> _About this exercise_:
The records that follow should be copied out exactly, pictures excluded.

======== Records shown

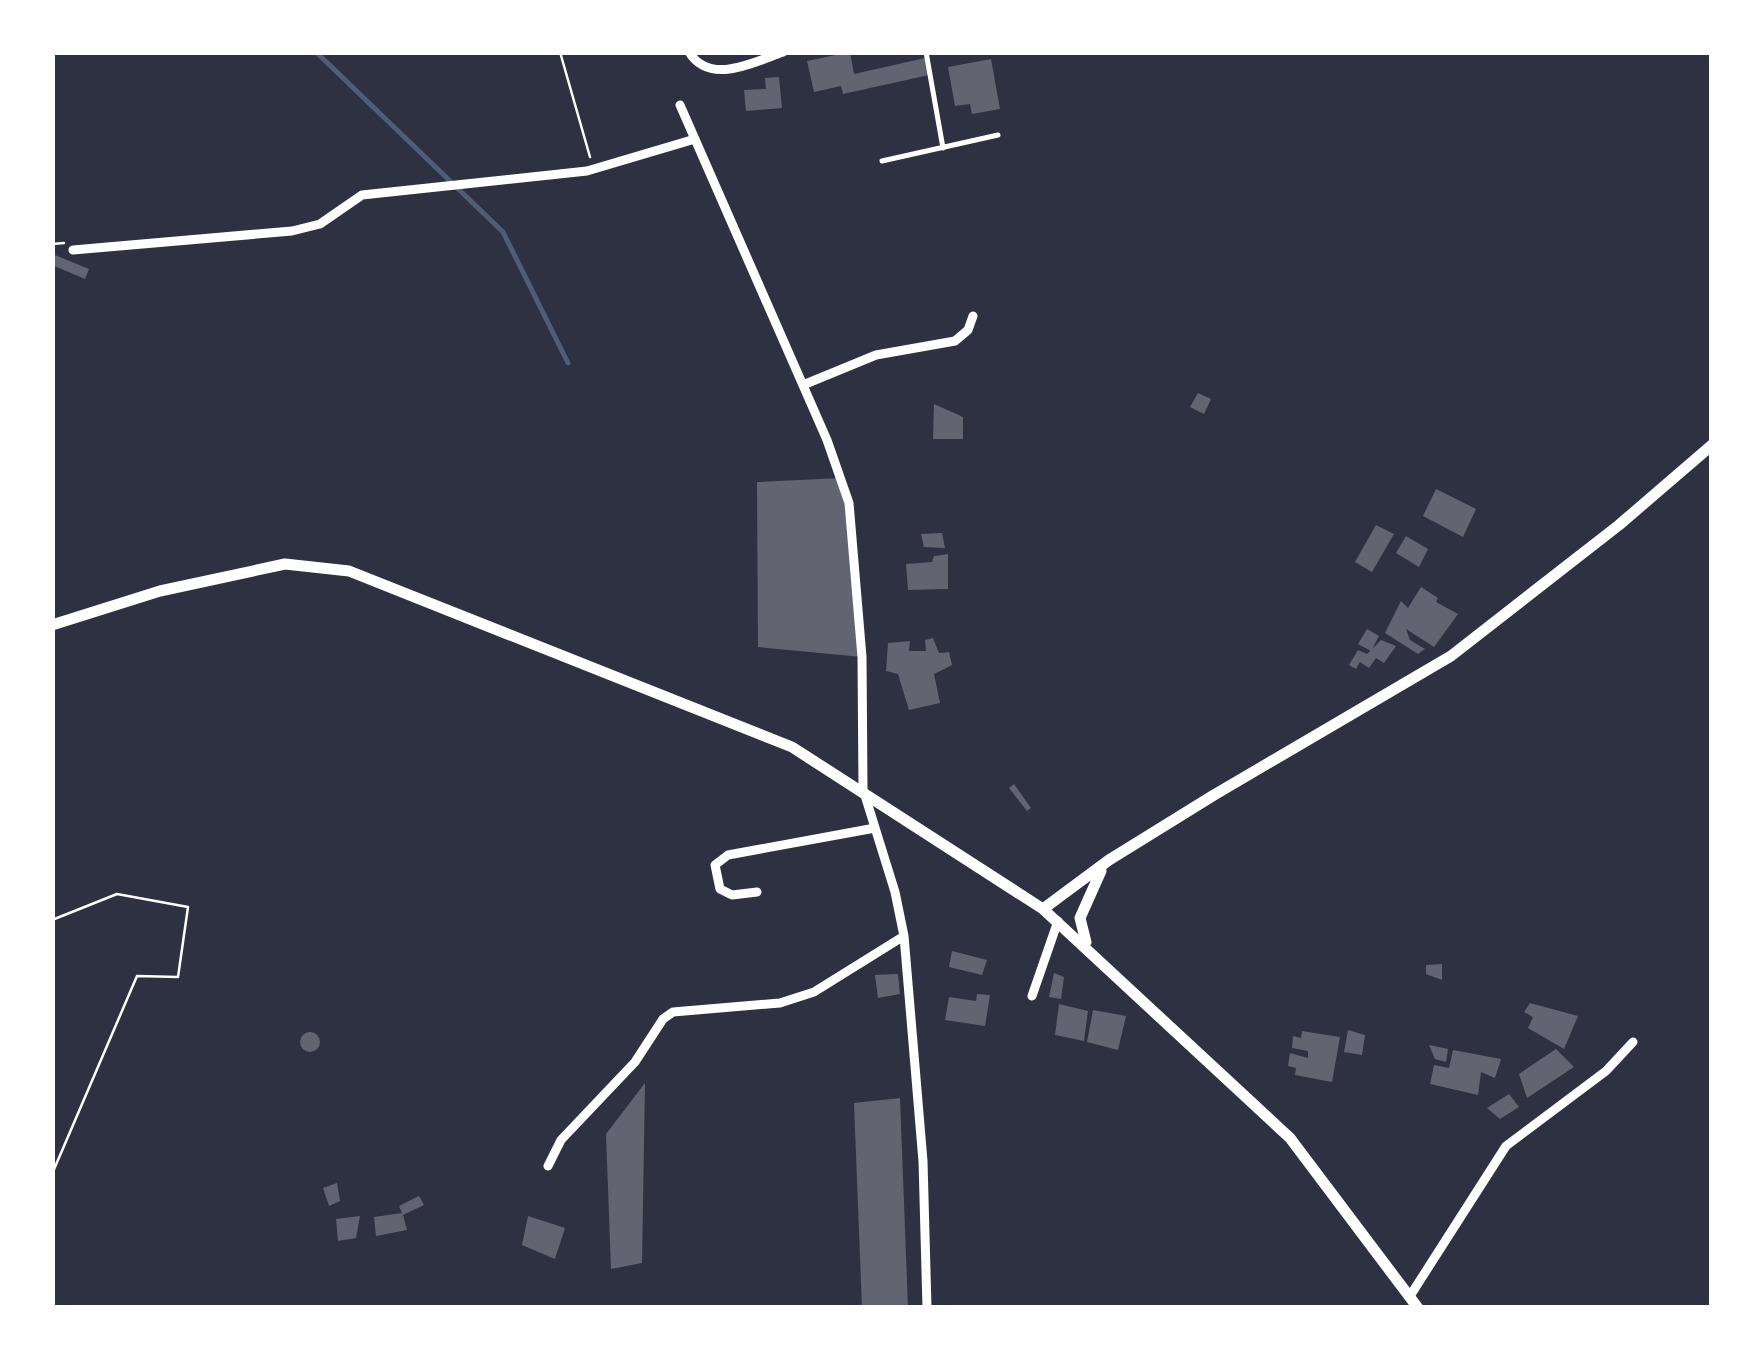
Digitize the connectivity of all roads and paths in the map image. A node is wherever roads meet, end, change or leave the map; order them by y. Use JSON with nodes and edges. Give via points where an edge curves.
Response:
{"nodes":[{"id":1,"x":560,"y":52,"type":"edge"},
{"id":2,"x":690,"y":52,"type":"edge"},
{"id":3,"x":784,"y":52,"type":"edge"},
{"id":4,"x":926,"y":52,"type":"edge"},
{"id":5,"x":680,"y":105,"type":"dead end"},
{"id":6,"x":998,"y":135,"type":"dead end"},
{"id":7,"x":695,"y":139,"type":"junction"},
{"id":8,"x":943,"y":148,"type":"junction"},
{"id":9,"x":882,"y":162,"type":"dead end"},
{"id":10,"x":592,"y":170,"type":"junction"},
{"id":11,"x":73,"y":250,"type":"dead end"},
{"id":12,"x":973,"y":316,"type":"dead end"},
{"id":13,"x":803,"y":385,"type":"junction"},
{"id":14,"x":1712,"y":445,"type":"edge"},
{"id":15,"x":52,"y":624,"type":"edge"},
{"id":16,"x":863,"y":789,"type":"junction"},
{"id":17,"x":875,"y":828,"type":"junction"},
{"id":18,"x":1113,"y":858,"type":"junction"},
{"id":19,"x":757,"y":892,"type":"dead end"},
{"id":20,"x":1043,"y":909,"type":"junction"},
{"id":21,"x":52,"y":920,"type":"edge"},
{"id":22,"x":1058,"y":922,"type":"junction"},
{"id":23,"x":904,"y":936,"type":"junction"},
{"id":24,"x":1091,"y":950,"type":"junction"},
{"id":25,"x":1032,"y":996,"type":"dead end"},
{"id":26,"x":1633,"y":1042,"type":"dead end"},
{"id":27,"x":548,"y":1166,"type":"dead end"},
{"id":28,"x":52,"y":1174,"type":"edge"},
{"id":29,"x":1410,"y":1296,"type":"junction"},
{"id":30,"x":926,"y":1308,"type":"edge"},
{"id":31,"x":1418,"y":1308,"type":"edge"}],
"edges":[{"from":1,"to":10,"type":"path"},
{"from":2,"to":3,"type":"street","via":[[705,68],[729,71]]},
{"from":4,"to":8,"type":"lane"},
{"from":5,"to":7,"type":"street"},
{"from":6,"to":8,"type":"lane"},
{"from":7,"to":10,"type":"street"},
{"from":7,"to":13,"type":"street"},
{"from":8,"to":9,"type":"lane"},
{"from":10,"to":11,"type":"street","via":[[362,195],[320,224],[292,231]]},
{"from":12,"to":13,"type":"street","via":[[955,341],[876,355]]},
{"from":13,"to":16,"type":"street","via":[[848,503],[862,656]]},
{"from":14,"to":18,"type":"street","via":[[1451,656]]},
{"from":15,"to":16,"type":"street","via":[[285,564],[349,572],[765,736]]},
{"from":16,"to":17,"type":"street"},
{"from":16,"to":20,"type":"street"},
{"from":17,"to":19,"type":"street","via":[[728,855],[714,865],[720,889],[732,895]]},
{"from":17,"to":23,"type":"street"},
{"from":18,"to":20,"type":"street"},
{"from":18,"to":24,"type":"street","via":[[1096,876],[1080,918]]},
{"from":20,"to":22,"type":"street"},
{"from":21,"to":28,"type":"path","via":[[117,894],[188,906],[178,977],[137,976]]},
{"from":22,"to":24,"type":"street"},
{"from":22,"to":25,"type":"street"},
{"from":23,"to":27,"type":"street","via":[[814,992],[780,1002],[673,1012],[562,1140]]},
{"from":23,"to":30,"type":"street"},
{"from":24,"to":29,"type":"street","via":[[1290,1138]]},
{"from":26,"to":29,"type":"street","via":[[1506,1146]]},
{"from":29,"to":31,"type":"street"}]}
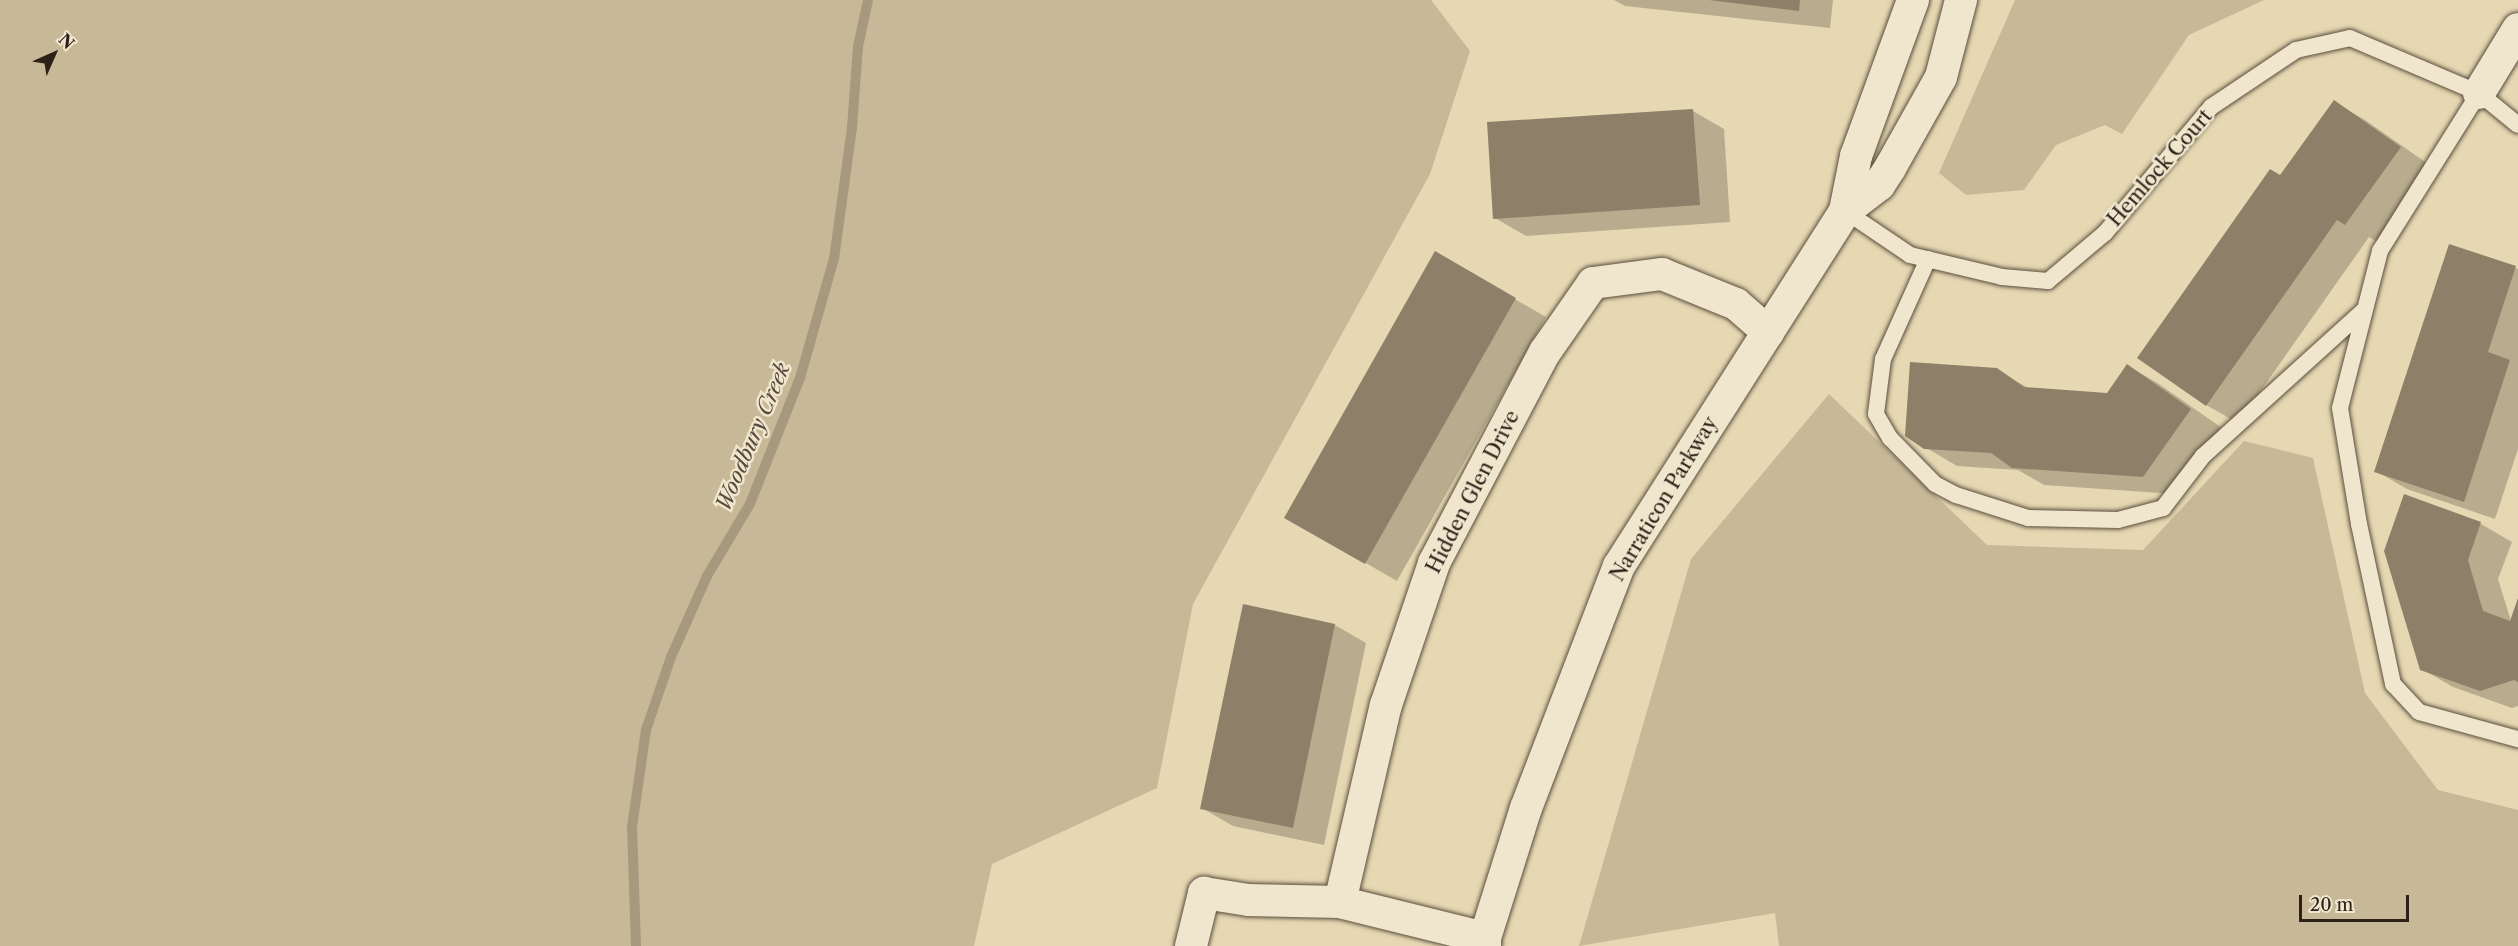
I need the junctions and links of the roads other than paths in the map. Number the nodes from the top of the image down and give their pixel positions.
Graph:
1 (1913, 0) edge
2 (1961, 0) edge
3 (2518, 29) edge
4 (2479, 93) junction
5 (2518, 125) edge
6 (1845, 211) junction
7 (1928, 259) junction
8 (2364, 310) junction
9 (1768, 333) junction
10 (2518, 739) edge
11 (1340, 902) junction
12 (1485, 942) edge
13 (1191, 946) edge

1 - 6 street, Narraticon Parkway
2 - 6 street, Narraticon Parkway
3 - 4 street
4 - 5 lane, Hemlock Court
4 - 7 lane, Hemlock Court
4 - 8 lane
6 - 7 lane, Hemlock Court
6 - 9 street, Narraticon Parkway
7 - 8 lane
8 - 10 lane
9 - 11 street, Hidden Glen Drive
9 - 12 street, Narraticon Parkway
11 - 12 street
11 - 13 street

================

> _Task response_:
Digitize the connectivity of all roads and paths in the map image. A node is wherever roads meet, end, change or leave the map; order them by y. Use JSON with nodes and edges. Give via points where an edge curves.
Response:
{"nodes":[{"id":1,"x":560,"y":52,"type":"edge"},
{"id":2,"x":690,"y":52,"type":"edge"},
{"id":3,"x":784,"y":52,"type":"edge"},
{"id":4,"x":926,"y":52,"type":"edge"},
{"id":5,"x":680,"y":105,"type":"dead end"},
{"id":6,"x":998,"y":135,"type":"dead end"},
{"id":7,"x":695,"y":139,"type":"junction"},
{"id":8,"x":943,"y":148,"type":"junction"},
{"id":9,"x":882,"y":162,"type":"dead end"},
{"id":10,"x":592,"y":170,"type":"junction"},
{"id":11,"x":73,"y":250,"type":"dead end"},
{"id":12,"x":973,"y":316,"type":"dead end"},
{"id":13,"x":803,"y":385,"type":"junction"},
{"id":14,"x":1712,"y":445,"type":"edge"},
{"id":15,"x":52,"y":624,"type":"edge"},
{"id":16,"x":863,"y":789,"type":"junction"},
{"id":17,"x":875,"y":828,"type":"junction"},
{"id":18,"x":1113,"y":858,"type":"junction"},
{"id":19,"x":757,"y":892,"type":"dead end"},
{"id":20,"x":1043,"y":909,"type":"junction"},
{"id":21,"x":52,"y":920,"type":"edge"},
{"id":22,"x":1058,"y":922,"type":"junction"},
{"id":23,"x":904,"y":936,"type":"junction"},
{"id":24,"x":1091,"y":950,"type":"junction"},
{"id":25,"x":1032,"y":996,"type":"dead end"},
{"id":26,"x":1633,"y":1042,"type":"dead end"},
{"id":27,"x":548,"y":1166,"type":"dead end"},
{"id":28,"x":52,"y":1174,"type":"edge"},
{"id":29,"x":1410,"y":1296,"type":"junction"},
{"id":30,"x":926,"y":1308,"type":"edge"},
{"id":31,"x":1418,"y":1308,"type":"edge"}],
"edges":[{"from":1,"to":10,"type":"path"},
{"from":2,"to":3,"type":"street","via":[[705,68],[729,71]]},
{"from":4,"to":8,"type":"lane"},
{"from":5,"to":7,"type":"street"},
{"from":6,"to":8,"type":"lane"},
{"from":7,"to":10,"type":"street"},
{"from":7,"to":13,"type":"street"},
{"from":8,"to":9,"type":"lane"},
{"from":10,"to":11,"type":"street","via":[[362,195],[320,224],[292,231]]},
{"from":12,"to":13,"type":"street","via":[[955,341],[876,355]]},
{"from":13,"to":16,"type":"street","via":[[848,503],[862,656]]},
{"from":14,"to":18,"type":"street","via":[[1451,656]]},
{"from":15,"to":16,"type":"street","via":[[285,564],[349,572],[765,736]]},
{"from":16,"to":17,"type":"street"},
{"from":16,"to":20,"type":"street"},
{"from":17,"to":19,"type":"street","via":[[728,855],[714,865],[720,889],[732,895]]},
{"from":17,"to":23,"type":"street"},
{"from":18,"to":20,"type":"street"},
{"from":18,"to":24,"type":"street","via":[[1096,876],[1080,918]]},
{"from":20,"to":22,"type":"street"},
{"from":21,"to":28,"type":"path","via":[[117,894],[188,906],[178,977],[137,976]]},
{"from":22,"to":24,"type":"street"},
{"from":22,"to":25,"type":"street"},
{"from":23,"to":27,"type":"street","via":[[814,992],[780,1002],[673,1012],[562,1140]]},
{"from":23,"to":30,"type":"street"},
{"from":24,"to":29,"type":"street","via":[[1290,1138]]},
{"from":26,"to":29,"type":"street","via":[[1506,1146]]},
{"from":29,"to":31,"type":"street"}]}
I need the junctions and links of the roads other than paths in the map. Number the nodes from the top of the image down and give their pixel positions.
Graph:
1 (1913, 0) edge
2 (1961, 0) edge
3 (2518, 29) edge
4 (2479, 93) junction
5 (2518, 125) edge
6 (1845, 211) junction
7 (1928, 259) junction
8 (2364, 310) junction
9 (1768, 333) junction
10 (2518, 739) edge
11 (1340, 902) junction
12 (1485, 942) edge
13 (1191, 946) edge

1 - 6 street, Narraticon Parkway
2 - 6 street, Narraticon Parkway
3 - 4 street
4 - 5 lane, Hemlock Court
4 - 7 lane, Hemlock Court
4 - 8 lane
6 - 7 lane, Hemlock Court
6 - 9 street, Narraticon Parkway
7 - 8 lane
8 - 10 lane
9 - 11 street, Hidden Glen Drive
9 - 12 street, Narraticon Parkway
11 - 12 street
11 - 13 street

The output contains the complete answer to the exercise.